Бегуны отказывались не только от семьи, но и от дома, и от всяких связей с государством - от паспортов, денег и даже от собственного имени. Они верили в спасение в дороге и считали грехом дважды ночевать в одном месте. Тот, кто слаб для странствия, обязан уйти перед смертью и умереть в дороге, - иначе не спасется. Народники 1870-х годов искали бегунов, следуя указаниям Щапова, но найти так и не могли. Их наследники в начале XX века стали сравнивать с бегунами уже самих себя. "Все мы от природы бегуны", - писал Садовской, интерпретируя уход Толстого как осуществление народной мечты 52. По Бердяеву, "тип странника так характерен для России и так прекрасен. [...] Величие русского народа [...] в типе странника" 53. В новом контексте та же метафора меняет свой аромат. Вячеслав Иванов в Переписке из двух углов и Сергей Булгаков На пиру богов с горечью называли бегунами себя и вообще всех русских. Они имели в виду эмиграцию. Но и Живаго, которому не удалось уехать, живет и умирает как бегун. Поминая "бегунчиков", Пастернак указывает на своего героя.

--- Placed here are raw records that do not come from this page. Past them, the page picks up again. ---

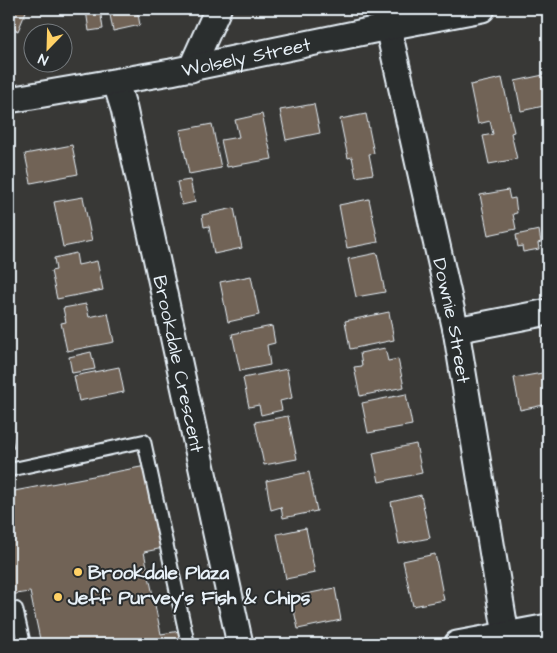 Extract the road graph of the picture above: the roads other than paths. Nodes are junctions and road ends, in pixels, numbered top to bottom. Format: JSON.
{"nodes":[{"id":1,"x":218,"y":9,"type":"edge"},
{"id":2,"x":482,"y":9,"type":"edge"},
{"id":3,"x":386,"y":18,"type":"edge"},
{"id":4,"x":191,"y":69,"type":"junction"},
{"id":5,"x":116,"y":83,"type":"junction"},
{"id":6,"x":9,"y":100,"type":"edge"},
{"id":7,"x":548,"y":312,"type":"edge"},
{"id":8,"x":456,"y":330,"type":"junction"},
{"id":9,"x":9,"y":470,"type":"edge"},
{"id":10,"x":9,"y":610,"type":"edge"},
{"id":11,"x":548,"y":627,"type":"edge"},
{"id":12,"x":506,"y":635,"type":"junction"},
{"id":13,"x":24,"y":644,"type":"edge"},
{"id":14,"x":188,"y":644,"type":"edge"},
{"id":15,"x":240,"y":644,"type":"edge"},
{"id":16,"x":457,"y":644,"type":"edge"}],
"edges":[{"from":1,"to":4,"type":"street"},
{"from":2,"to":3,"type":"street","name":"Wolsely Street"},
{"from":3,"to":4,"type":"street","name":"Wolsely Street"},
{"from":3,"to":8,"type":"street","name":"Downie Street"},
{"from":4,"to":5,"type":"street","name":"Wolsely Street"},
{"from":5,"to":6,"type":"street","name":"Wolsely Street"},
{"from":5,"to":15,"type":"street","name":"Brookdale Crescent"},
{"from":7,"to":8,"type":"street"},
{"from":8,"to":12,"type":"street","name":"Downie Street"},
{"from":9,"to":14,"type":"lane"},
{"from":10,"to":13,"type":"lane"},
{"from":11,"to":12,"type":"street"},
{"from":12,"to":16,"type":"street"}]}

Когда Смирнов транслитерирует имя Живаго с французского "Je vague", он мог бы перевести его на русский: получился бы как раз "бегун". И правда, Живаго тем отличается от Кандида, что так и не смог заняться своим садом - если не считать таковым его стихов.

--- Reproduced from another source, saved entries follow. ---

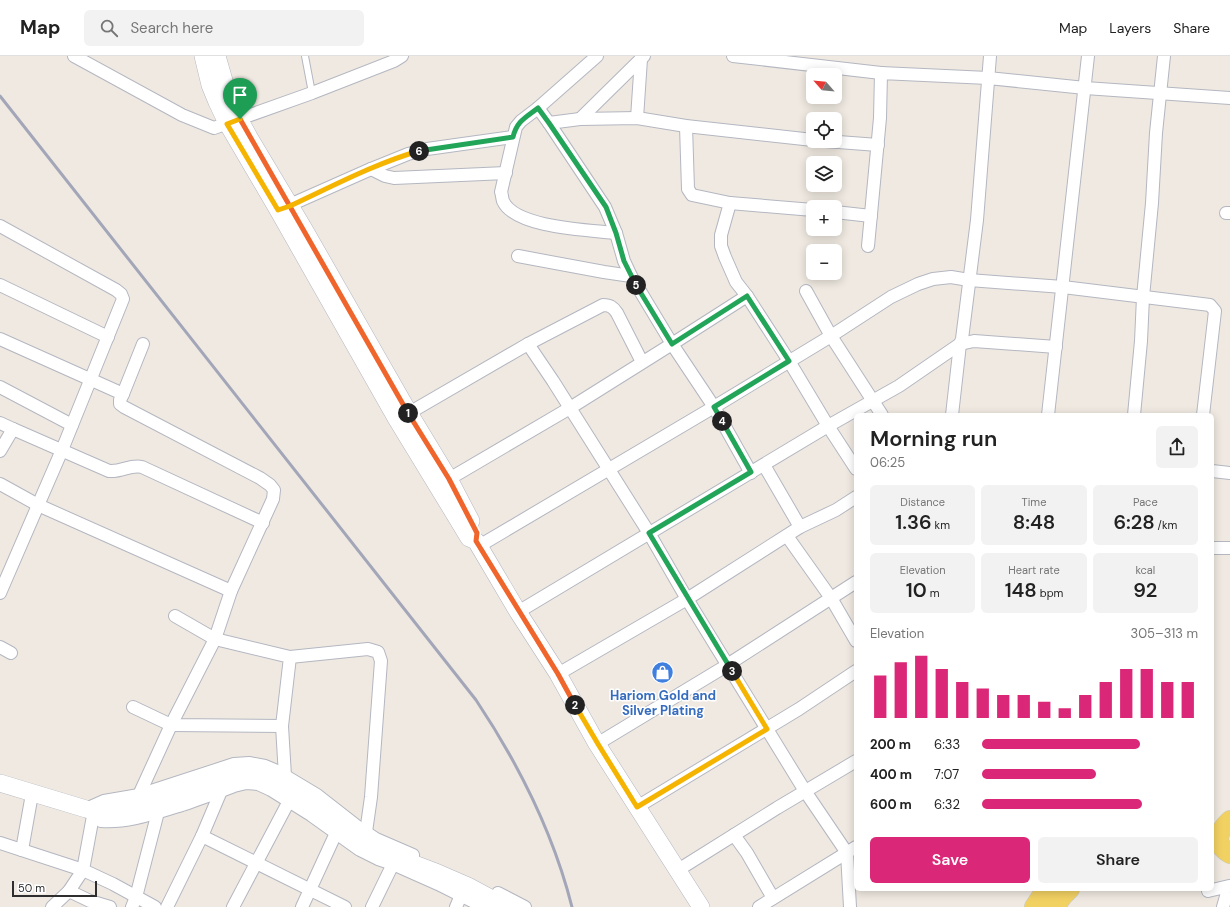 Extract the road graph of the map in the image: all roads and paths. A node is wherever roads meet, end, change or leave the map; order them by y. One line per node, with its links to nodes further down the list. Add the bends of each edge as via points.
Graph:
1 (74, 56): 21 (street, via 201,123 214,128)
2 (203, 56): 21 (street, via 217,102)
3 (217, 56): 21 (street)
4 (305, 56): 15 (lane)
5 (402, 56): 15 (street)
6 (597, 56): 18 (street)
7 (733, 56): 12 (street)
8 (990, 56): 13 (street)
9 (1088, 56): 14 (street)
10 (1164, 56): 16 (street)
11 (643, 58): 19 (street); 20 (street)
12 (881, 73): 13 (street); 27 (street)
13 (988, 78): 14 (street); 40 (street, via 978,213)
14 (1085, 88): 16 (street); 42 (street)
15 (312, 93): 21 (street)
16 (1160, 93): 17 (street); 45 (street)
17 (1230, 98)
18 (538, 108): 22 (street); 24 (street, via 521,121)
19 (637, 118): 20 (street); 23 (street)
20 (580, 119): 22 (street)
21 (233, 121): 31 (street)
22 (549, 123): 36 (street, via 606,207)
23 (686, 126): 25 (street); 30 (street, via 688,189 692,195)
24 (513, 137): 28 (street, via 427,149); 29 (street)
25 (806, 139)
26 (842, 142): 27 (street)
27 (878, 145): 34 (street)
28 (372, 169): 29 (street, via 394,178); 31 (street)
29 (506, 173): 36 (street, via 501,192 502,200 518,215 549,226)
30 (730, 202): 32 (street); 44 (street, via 721,235 721,246 736,282)
31 (284, 208): 62 (street); 88 (street, via 400,424 469,538)
32 (806, 209)
33 (842, 213): 34 (street)
34 (871, 216): 37 (street)
35 (0, 226): 47 (street, via 121,294 123,298)
36 (616, 233): 39 (street)
37 (868, 246)
38 (518, 256): 39 (street)
39 (631, 276): 51 (street)
40 (969, 280): 42 (street); 46 (street, via 933,279 918,284 891,297); 52 (street)
41 (0, 285): 47 (street)
42 (1062, 287): 45 (street); 53 (street)
43 (806, 291): 46 (street)
44 (747, 296): 51 (street); 54 (street)
45 (1143, 296): 66 (street); 67 (street, via 1210,305 1215,311)
46 (831, 336): 54 (street); 59 (street)
47 (108, 337): 56 (street)
48 (0, 338): 56 (street)
49 (143, 344): 58 (street)
50 (528, 344): 55 (street, via 596,308 608,305 616,313); 61 (street); 62 (street)
51 (672, 344): 55 (street); 60 (street)
52 (960, 344): 53 (street, via 974,341); 59 (street); 64 (street)
53 (1056, 347): 65 (street)
54 (789, 361): 60 (street); 70 (street)
55 (642, 362): 61 (street)
56 (90, 380): 58 (street); 69 (street)
57 (0, 387): 69 (street)
58 (123, 394): 84 (street, via 120,404 124,407 270,485 274,490 273,499)
59 (873, 401): 63 (street); 70 (street)
60 (714, 407): 76 (street); 78 (street)
61 (570, 408): 76 (street); 80 (street)
62 (408, 413): 80 (street)
63 (881, 413)
64 (952, 413)
65 (1048, 413)
66 (1134, 413)
67 (1203, 413)
68 (0, 422): 71 (street)
69 (72, 425): 72 (street)
70 (828, 426): 74 (street); 75 (street)
71 (13, 429): 72 (street); 73 (street)
72 (62, 450): 83 (street); 84 (street, via 109,471 142,467)
73 (0, 451)
74 (764, 465): 78 (street); 85 (street)
75 (854, 466)
76 (608, 470): 86 (street); 88 (street)
77 (1214, 471): 79 (street)
78 (751, 472): 86 (street)
79 (1230, 473)
80 (449, 479): 88 (street, via 477,533)
81 (0, 484): 83 (street)
82 (854, 498): 85 (street)
83 (38, 505): 92 (street); 93 (street)
84 (263, 523): 92 (street)
85 (800, 527): 87 (street)
86 (649, 533): 95 (street); 96 (street)
87 (787, 536): 94 (street); 95 (street)
88 (477, 544): 96 (street)
89 (1214, 548): 90 (street)
90 (1230, 548)
91 (854, 583): 94 (street)
92 (231, 591): 99 (street)
93 (0, 592)
94 (830, 598): 98 (street); 103 (street)
95 (687, 599): 103 (street); 105 (street)
96 (518, 612): 105 (street)
97 (175, 616): 99 (street)
98 (854, 638)
99 (215, 639): 102 (street); 107 (street)
100 (0, 647): 101 (street)
101 (11, 653)
102 (290, 657): 108 (street); 122 (street, via 368,649 378,652 380,656 371,797)
103 (728, 664): 109 (street); 110 (street)
104 (854, 672): 109 (street)
105 (558, 674): 110 (street)
106 (133, 707): 107 (street)
107 (171, 725): 108 (street); 117 (street)
108 (282, 726): 112 (street)
109 (767, 729): 115 (street); 119 (street)
110 (598, 744): 119 (street)
111 (854, 762): 115 (street)
112 (285, 776): 117 (street, via 265,766 234,764); 122 (street)
113 (0, 783): 116 (street)
114 (221, 791): 118 (street, via 246,783 258,784); 120 (street); 125 (street)
115 (805, 791): 124 (street); 128 (street)
116 (32, 794): 121 (street); 127 (street)
117 (139, 794): 121 (street, via 104,801)
118 (290, 801): 123 (street); 129 (street)
119 (637, 807): 132 (street)
120 (158, 812): 121 (street, via 114,822 101,821); 140 (street)
121 (90, 813): 131 (street); 151 (street, via 121,812 236,774 252,772 264,775 289,788 370,845 468,886)
122 (366, 832): 152 (street)
123 (336, 833): 130 (street, via 360,850); 133 (street)
124 (734, 835): 132 (street); 139 (street)
125 (202, 836): 129 (street); 144 (street)
126 (0, 843): 127 (street)
127 (22, 850): 131 (street)
128 (852, 850): 139 (street); 155 (street)
129 (257, 862): 133 (street); 145 (street)
130 (393, 864): 138 (street); 148 (street)
131 (83, 870): 135 (street); 140 (street, via 113,884)
132 (678, 870): 153 (street)
133 (310, 890): 146 (street); 147 (street)
134 (1214, 890): 158 (street, via 1229,886)
135 (69, 891): 141 (street); 142 (street)
136 (1045, 891): 156 (main road)
137 (1068, 891): 157 (main road)
138 (461, 895): 149 (street); 150 (street)
139 (773, 898): 154 (street)
140 (134, 902): 143 (street)
141 (52, 907)
142 (110, 907)
143 (155, 907)
144 (167, 907)
145 (233, 907)
146 (302, 907)
147 (345, 907)
148 (372, 907)
149 (456, 907)
150 (484, 907)
151 (507, 907)
152 (525, 907)
153 (701, 907)
154 (759, 907)
155 (850, 907)
156 (1034, 907)
157 (1055, 907)
158 (1224, 907)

Мы сталкиваемся здесь со множественностью чтений и с бесконечностью Чтения. Смирнов пропустил "бегунчиков" и Щапова потому, что бегуны не были в центре его интересов, а загадки, вероятно, были. Меня же интересуют бегуны и Щапов; и дело не в том, что я проецирую в текст собственный идиосинкратический интерес, а в том, что я нахожу в тексте то, что знаю и чем интересуюсь. Можно найти то, чего не искал; но нельзя найти то, чего не можешь узнать. В другой разгадываемой Смирновым загадке - фамилии Клинцов-Погоревших - его выводы подтверждаются независимыми аргументами. У Смирнова этот анархист связан со старообрядческой традицией через Клинцы, где, как сообщает Смирнов, были известные Пастернаку старообрядцы. Но "Погоревших" не менее выразительно. Вячеслав Иванов в статье О русской идее с гордостью писал о "народе самосожигателей" 54. Бакунина хвалили так: "Славянский бунт - пламенная, огненная стихия, неведомая другим расам" 55. Специально русский "сжигающий Христос" из Заклятия огнем и мраком в Двенадцати идет раздувать "мировой пожар". Клюев в Коммуне (1919) писал: "Сладко креститься в огне", а поздняя его разочарованная поэма была названа Погорельщиной: погоревшая Россия, страна после огня. Все это (знал Пастернак о Погорельщине или нет) подытоживает Клинцов-Погоревших. Мы вновь встречаемся с полемикой против щаповской традиции, выводящей революцию из старообрядческого костра.

Смысл интертекстуальной находки не в расставлении пропущенной ссылки, которая сама по себе годится только для комментария. Смысл такого рода раскопок в том же, в чем смысл и цель любой исторической работы - в построении историком собственного связного нарратива. В данном случае, "фактическим" (на деле неизбежно гипотетическим) материалом для исторического рассказа оказываются интертекстуальные цепи, которые собираются таким способом, чтобы соответствовать задачам аналитика. Последним (но никогда не окончательным) интертекстом каждый раз оказывается собственный текст историка. Его и судит читатель по правдоподобию каждой отдельной реконструкции и по убедительности всей их системы в целом.